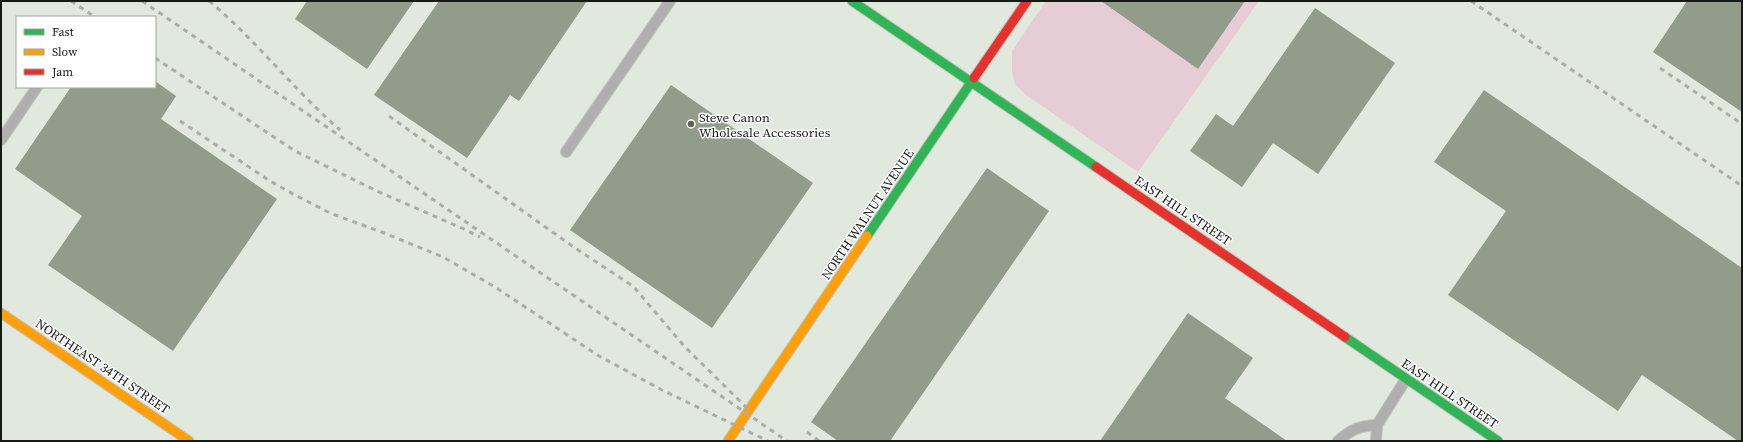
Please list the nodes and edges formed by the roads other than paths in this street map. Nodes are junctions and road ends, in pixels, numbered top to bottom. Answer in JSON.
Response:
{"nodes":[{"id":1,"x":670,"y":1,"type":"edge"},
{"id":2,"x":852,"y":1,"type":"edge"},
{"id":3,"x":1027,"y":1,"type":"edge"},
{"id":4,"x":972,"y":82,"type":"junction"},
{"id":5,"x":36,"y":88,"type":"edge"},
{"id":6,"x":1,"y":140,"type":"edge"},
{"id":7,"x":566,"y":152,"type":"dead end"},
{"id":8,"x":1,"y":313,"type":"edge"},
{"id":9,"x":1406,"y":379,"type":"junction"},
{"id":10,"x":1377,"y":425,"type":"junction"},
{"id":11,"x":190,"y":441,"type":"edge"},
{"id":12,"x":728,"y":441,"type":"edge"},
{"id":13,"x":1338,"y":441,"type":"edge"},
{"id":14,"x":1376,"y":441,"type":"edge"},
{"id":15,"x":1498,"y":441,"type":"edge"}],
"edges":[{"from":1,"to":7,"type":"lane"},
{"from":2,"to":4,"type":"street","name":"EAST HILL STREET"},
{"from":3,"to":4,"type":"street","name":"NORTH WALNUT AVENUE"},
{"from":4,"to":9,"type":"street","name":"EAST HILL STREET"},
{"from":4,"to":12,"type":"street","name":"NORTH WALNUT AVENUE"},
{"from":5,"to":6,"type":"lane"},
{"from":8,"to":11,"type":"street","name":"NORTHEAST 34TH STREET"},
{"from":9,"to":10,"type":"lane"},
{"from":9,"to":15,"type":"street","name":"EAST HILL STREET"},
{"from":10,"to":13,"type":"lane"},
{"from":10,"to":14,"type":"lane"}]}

────

- **WHAT YOU ARE ASKED TO DO**
Which lines above contain the word "nodes"? Copy each one.

- **ANSWER FOR THIS EXERCISE**
Please list the nodes and edges formed by the roads other than paths in this street map. Nodes are junctions and road ends, in pixels, numbered top to bottom. Answer in JSON.
{"nodes":[{"id":1,"x":670,"y":1,"type":"edge"},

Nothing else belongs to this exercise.